Flats and mids: four ballyhoo

The middle of the spread is a ballyhoo school — four baits staggered from the 3rd to 5th wave, naked or with light skirts. This is the meat of the spread, and it’s deliberately simple: ballyhoo swimming correctly catch everything that swims out there. Stagger the distances so no two baits ride the same wave face, and check them constantly — a washed-out bait in the heart of the spread is a dead slot nobody notices for an hour.

Outriggers: Ilanders, single-rigged

The riggers carry Ilander-and-ballyhoo combos, long and wide — the classic Carolina big-bait profile that tuna and the occasional billfish come up the spread to find. Wide separation from the rigger poles means these baits run in clean water outside the wake, where the boat-shy fish feed.
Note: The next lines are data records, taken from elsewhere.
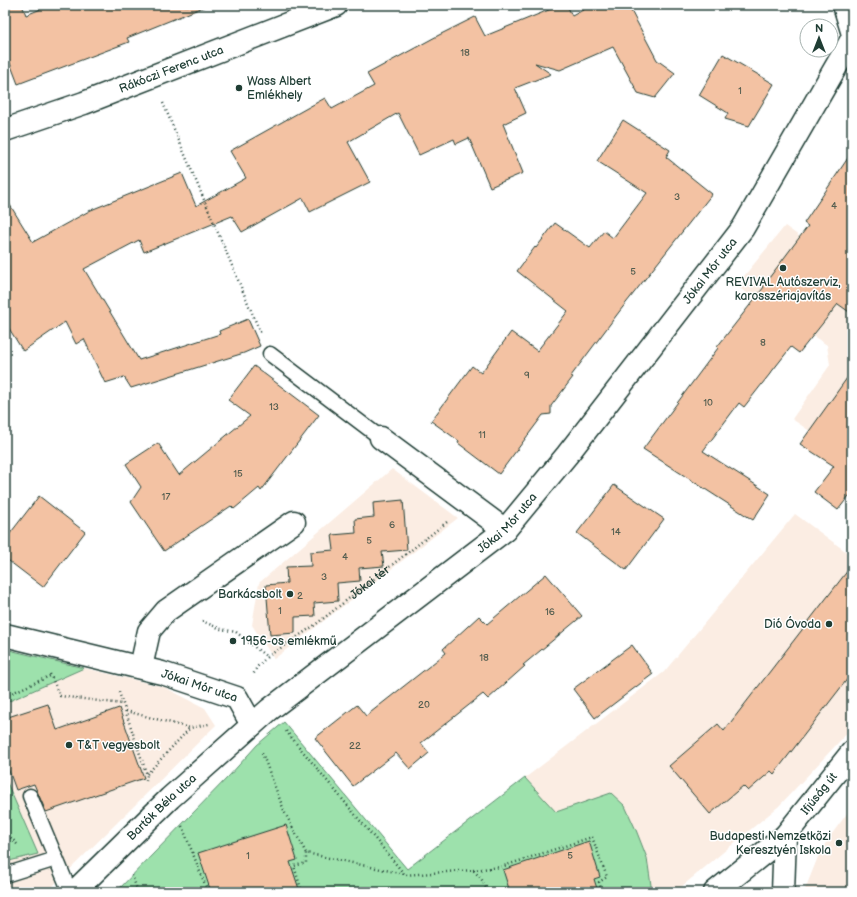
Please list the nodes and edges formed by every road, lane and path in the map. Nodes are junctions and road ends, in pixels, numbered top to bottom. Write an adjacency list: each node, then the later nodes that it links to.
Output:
1 (336, 5): 5 (street, Rákóczi Ferenc utca)
2 (844, 5): 3 (street)
3 (852, 31)
4 (852, 39): 11 (street, Jókai Mór utca)
5 (152, 78): 6 (street, Rákóczi Ferenc utca); 7 (path)
6 (5, 130)
7 (270, 354): 8 (lane)
8 (381, 438): 9 (street)
9 (470, 504): 11 (street); 15 (path, Jókai tér)
10 (294, 522): 12 (street)
11 (505, 530): 22 (street, Jókai Mór utca)
12 (183, 599): 15 (path); 17 (street)
13 (5, 635): 14 (street, Jókai Mór utca)
14 (34, 642): 16 (street, Jókai Mór utca); 18 (path)
15 (267, 657): 20 (path, Jókai tér)
16 (108, 659): 17 (street, Jókai Mór utca); 21 (path)
17 (141, 667): 20 (street, Jókai Mór utca)
18 (51, 676): 19 (path); 21 (path)
19 (5, 696)
20 (237, 698): 25 (street, Jókai Mór utca)
21 (123, 704): 23 (path)
22 (269, 710): 25 (street, Jókai Mór utca); 37 (path)
23 (126, 711): 26 (path); 28 (path)
24 (211, 724): 26 (path)
25 (252, 724): 31 (street, Bartók Béla utca); 33 (path)
26 (190, 728): 28 (path)
27 (852, 752): 32 (street, Ifjúság út)
28 (147, 775): 29 (path)
29 (146, 782)
30 (30, 796): 34 (lane)
31 (170, 798): 39 (street, Bartók Béla utca); 40 (path)
32 (785, 836): 45 (street, Ifjúság út); 46 (street)
33 (306, 853): 37 (path); 42 (path)
34 (56, 859): 36 (lane); 38 (lane)
35 (473, 870): 37 (path); 43 (path); 44 (path)
36 (5, 875)
37 (405, 875)
38 (70, 892)
39 (74, 892)
40 (209, 892): 41 (path)
41 (215, 892)
42 (302, 892)
43 (488, 892)
44 (602, 892)
45 (715, 892)
46 (783, 892)

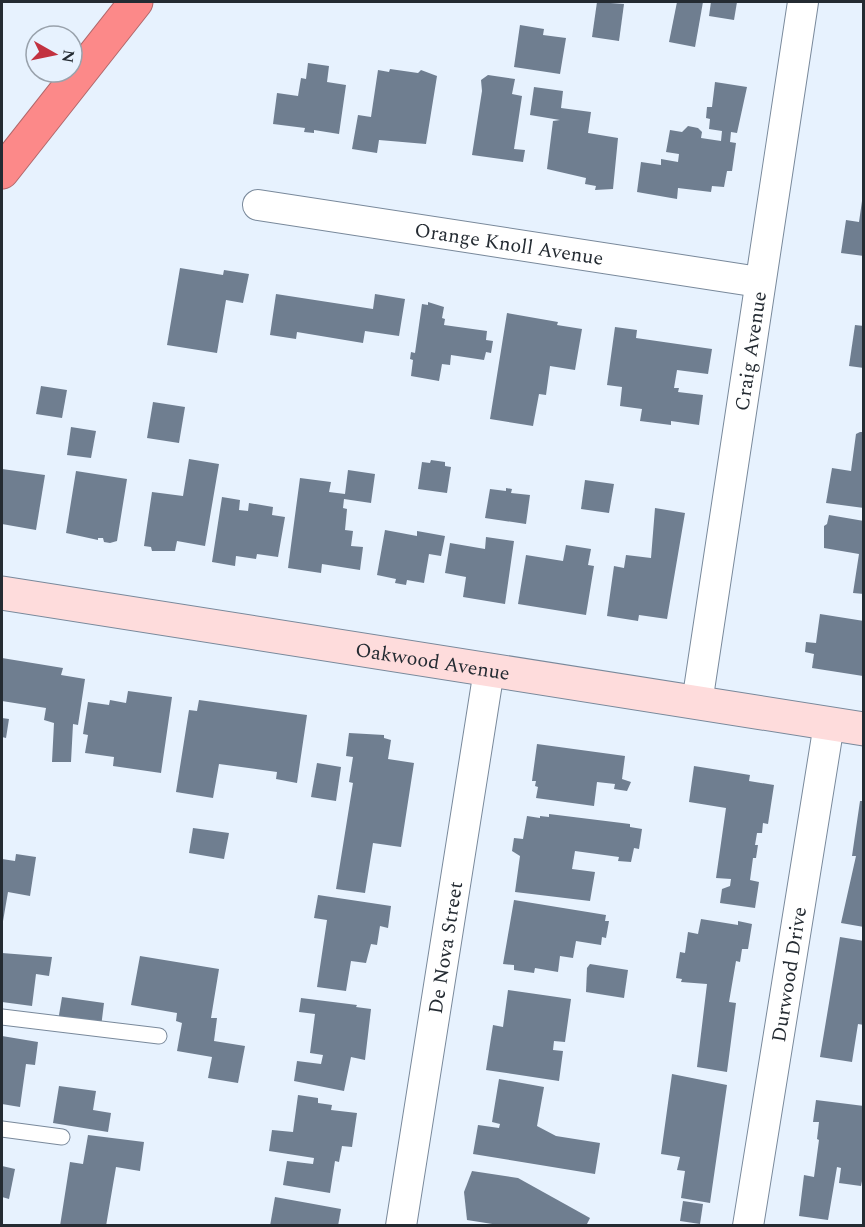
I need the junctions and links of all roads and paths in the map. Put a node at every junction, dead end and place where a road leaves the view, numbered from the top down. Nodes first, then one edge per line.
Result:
1 (136, 2) edge
2 (803, 2) edge
3 (2, 172) edge
4 (258, 205) dead end
5 (759, 282) junction
6 (2, 593) edge
7 (489, 670) junction
8 (697, 703) junction
9 (829, 724) junction
10 (864, 729) edge
11 (2, 1017) edge
12 (159, 1036) dead end
13 (2, 1129) edge
14 (62, 1137) dead end
15 (401, 1226) edge
16 (748, 1226) edge

1 - 3 highway
2 - 5 street, Craig Avenue
4 - 5 street, Orange Knoll Avenue
5 - 8 street, Craig Avenue
6 - 7 street, Oakwood Avenue
7 - 8 street, Oakwood Avenue
7 - 15 street, De Nova Street
8 - 9 street, Oakwood Avenue
9 - 10 street, Oakwood Avenue
9 - 16 street, Durwood Drive
11 - 12 lane
13 - 14 lane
Single or double-rigged riggers? Big sportfish boats often run two release clips per outrigger halyard and stack two lines off each pole. On a center console, I run singles, and I’d argue most boats under 40 feet should: doubles add two more lines to the count, and every turn becomes a negotiation between four rigger baits. The extra bait catches fewer fish than the tangles cost you. If you have the crew and the beam to manage doubles, they earn their keep on long-rigger tuna days — but singles kept clean beat doubles fouled, every single trip.

The shotgun: commotion, way back

The shotgun runs dead center and far behind everything — and mine always has a bird in front of it. A bird splashing ahead of a green machine or cedar plug imitates a fleeing baitfish being chased, and it calls fish into the whole spread even when the shotgun itself doesn’t get bit. Between the two lures: the green machine gets the nod when tuna are the target, the cedar plug when I want the old-reliable that catches everything. Both have earned decades of confidence for a reason — see the tuna spread article for the blackfin day the cedar plug turned on.

Managing nine lines in a turn

The spread only works if it survives the turns. The rules on my boat: turns are wide and shallow, the shotgun and rigger baits are the watch items (outside speeds up and rides high, inside sinks), and if a planer needs clearing, it comes up first — deep lines under a turning boat find every other line in the water. When a fish eats, the nearest lines clear first, and the planers stay down unless the fight comes to them; more than once the hooked fish’s commotion has drawn a second bite on a deep bait.

The takeaway

Build the spread you can actually manage, fill the water column (planers deep, ballyhoo middle, riggers wide, shotgun way back), and put commotion at the back of it. Nine clean lines with a purpose for each slot — that’s the whole system.